Chef Bill Telepan was attending parent-teacher conferences at his daughter's school in 2008 when he was first introduced Wellness in the Schools, a nonprofit dedicated to inspiring healthy eating and environmental awareness for public-school students. Founder Nancy Easton was a parent at the school and a part of its wellness committee, which on that night was distributing wraps and sandwiches to parents and soliciting feedback on the potential lunch options. "I grabbed some of the sandwiches and took them to the classroom, and on my way back down after the meeting, I said, 'How can I help?'" recalls Telepan.

When he wasn't working at his eponymous Upper West Side restaurant, Telepan began attending the wellness committee meetings to learn more about the school's lunch items and the kids' food requests. A few months in, his involvement grew significantly. He was volunteering during a recess period when the assistant principal beckoned him to check out the salad bar and to see why the students weren't eating it. "It was basically just some brown lettuce, tomatoes, onions and jarred dressing," he remembers. In that moment, he knew he wanted to do more. "I went back to Nancy and the gang and said, 'Hey, what if I cooked?'"

The chef's call to action went far beyond putting prettier food on a plate. "In New York City, 75 percent of the kids get free or reduced-priced lunch, and those kids are the ones who don't have a good meal to go home to and often don't have breakfast, making lunch the only hot meal of the day sometimes," Telepan explains. "Why should they be getting processed food? Why can't they have access to good food that will help to get them through the school day, to learn and to excel?"

Since the school had several recipes already in place, Telepan sifted through the existing options to inspire healthier versions and entirely new offerings, including an enhanced salad bar, vegetarian chili and hormone-free milk from Hudson Valley Fresh. With the items well received in his daughter's school, Telepan and the team extended the menu to the other two schools where WITS had a presence at the time, and to eight additional schools in the following year. That momentum propelled the chef to develop several more recipes for the program, enough so as to eventually form an official WITS menu that now includes items like Tuscan roasted chicken, veggie meatballs with Bombay curry sauce and sweet potato waffle fries. As WITS continued to grow, the team began hiring culinary-school graduates to work within the schools, training cafeteria staff members and educating students on healthy eating.

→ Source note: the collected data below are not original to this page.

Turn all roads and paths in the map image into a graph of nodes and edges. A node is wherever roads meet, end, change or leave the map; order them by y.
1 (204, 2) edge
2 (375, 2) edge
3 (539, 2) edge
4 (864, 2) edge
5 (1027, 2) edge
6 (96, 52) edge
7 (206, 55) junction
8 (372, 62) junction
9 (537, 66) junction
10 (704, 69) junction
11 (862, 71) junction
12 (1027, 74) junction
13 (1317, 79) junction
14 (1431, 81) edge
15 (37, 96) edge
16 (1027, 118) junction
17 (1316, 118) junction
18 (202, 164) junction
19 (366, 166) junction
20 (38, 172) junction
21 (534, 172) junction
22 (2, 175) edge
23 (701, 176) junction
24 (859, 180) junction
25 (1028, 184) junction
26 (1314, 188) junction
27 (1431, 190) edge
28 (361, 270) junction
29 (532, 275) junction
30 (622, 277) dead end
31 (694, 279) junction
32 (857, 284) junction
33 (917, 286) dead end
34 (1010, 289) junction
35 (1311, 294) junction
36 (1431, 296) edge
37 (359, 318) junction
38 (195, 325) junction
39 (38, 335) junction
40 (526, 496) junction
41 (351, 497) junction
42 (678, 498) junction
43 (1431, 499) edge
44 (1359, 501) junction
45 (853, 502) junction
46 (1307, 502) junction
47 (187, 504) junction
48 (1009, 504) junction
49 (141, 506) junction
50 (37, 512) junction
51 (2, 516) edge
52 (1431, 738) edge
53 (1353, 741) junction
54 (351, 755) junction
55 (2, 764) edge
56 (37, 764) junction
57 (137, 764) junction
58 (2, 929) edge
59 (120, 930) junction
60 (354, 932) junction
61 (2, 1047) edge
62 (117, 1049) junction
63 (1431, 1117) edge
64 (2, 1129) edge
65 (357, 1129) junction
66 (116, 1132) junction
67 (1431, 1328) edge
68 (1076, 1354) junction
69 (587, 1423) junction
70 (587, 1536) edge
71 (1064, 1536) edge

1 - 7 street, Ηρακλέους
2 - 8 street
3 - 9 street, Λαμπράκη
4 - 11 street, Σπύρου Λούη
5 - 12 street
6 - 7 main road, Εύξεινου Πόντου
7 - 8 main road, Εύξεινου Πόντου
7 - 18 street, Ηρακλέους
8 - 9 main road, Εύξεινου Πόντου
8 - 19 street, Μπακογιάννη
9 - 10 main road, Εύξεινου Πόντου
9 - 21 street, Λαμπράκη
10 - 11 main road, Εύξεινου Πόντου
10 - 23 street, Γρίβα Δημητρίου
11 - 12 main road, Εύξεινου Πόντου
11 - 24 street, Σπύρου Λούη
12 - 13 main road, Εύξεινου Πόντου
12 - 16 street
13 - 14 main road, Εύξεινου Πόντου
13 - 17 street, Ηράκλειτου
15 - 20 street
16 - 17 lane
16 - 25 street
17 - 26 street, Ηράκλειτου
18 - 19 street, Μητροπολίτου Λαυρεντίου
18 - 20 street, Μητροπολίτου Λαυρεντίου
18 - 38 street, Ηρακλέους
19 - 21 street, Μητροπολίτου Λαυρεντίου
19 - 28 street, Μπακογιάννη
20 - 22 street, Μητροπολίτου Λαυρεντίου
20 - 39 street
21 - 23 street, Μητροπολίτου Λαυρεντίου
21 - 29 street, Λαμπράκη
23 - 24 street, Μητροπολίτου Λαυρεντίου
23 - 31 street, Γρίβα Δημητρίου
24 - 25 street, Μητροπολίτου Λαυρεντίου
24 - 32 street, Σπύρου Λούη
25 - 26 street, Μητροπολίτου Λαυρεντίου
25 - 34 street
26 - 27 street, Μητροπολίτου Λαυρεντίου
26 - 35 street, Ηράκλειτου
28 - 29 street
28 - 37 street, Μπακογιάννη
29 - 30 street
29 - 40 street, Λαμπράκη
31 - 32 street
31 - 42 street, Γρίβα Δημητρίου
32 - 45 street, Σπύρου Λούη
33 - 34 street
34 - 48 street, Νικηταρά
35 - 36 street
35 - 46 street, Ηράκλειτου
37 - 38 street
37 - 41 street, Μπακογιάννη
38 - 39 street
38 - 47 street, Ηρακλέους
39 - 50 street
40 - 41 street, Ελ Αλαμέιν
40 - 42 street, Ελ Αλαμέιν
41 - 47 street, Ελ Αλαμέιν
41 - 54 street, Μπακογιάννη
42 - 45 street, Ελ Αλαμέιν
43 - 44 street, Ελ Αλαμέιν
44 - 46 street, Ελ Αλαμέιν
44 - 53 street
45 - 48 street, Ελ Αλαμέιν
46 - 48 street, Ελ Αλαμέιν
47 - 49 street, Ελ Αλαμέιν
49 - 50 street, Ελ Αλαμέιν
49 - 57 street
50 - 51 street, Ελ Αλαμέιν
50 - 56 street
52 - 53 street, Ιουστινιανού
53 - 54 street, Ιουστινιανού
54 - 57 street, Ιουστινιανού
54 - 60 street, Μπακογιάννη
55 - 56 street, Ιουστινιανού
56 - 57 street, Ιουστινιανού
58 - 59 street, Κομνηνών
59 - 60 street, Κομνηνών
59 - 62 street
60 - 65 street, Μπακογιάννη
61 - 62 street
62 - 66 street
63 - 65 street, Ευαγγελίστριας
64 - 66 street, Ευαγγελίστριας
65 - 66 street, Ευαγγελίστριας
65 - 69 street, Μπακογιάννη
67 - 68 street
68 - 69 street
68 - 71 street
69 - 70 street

Recognizing that the best way to encourage students to try the new menu additions was to teach them how to cook, WITS also developed culinary "labs" — cooking classes that take over the science lab of the school. There, students learn about the benefits of various ingredients and how to prepare the dishes they'll be eating in the cafeteria, dishes like roasted potatoes, braised carrots, pastas and pizzas. "When they make it, they're more liable to taste it," says Telepan. "And when they say, 'This is delicious,' we tell them, 'Great, because it's going to be on the menu next Tuesday.'"

The Wellness in the Schools program teaches kids about healthy ingredients and how to prepare them. 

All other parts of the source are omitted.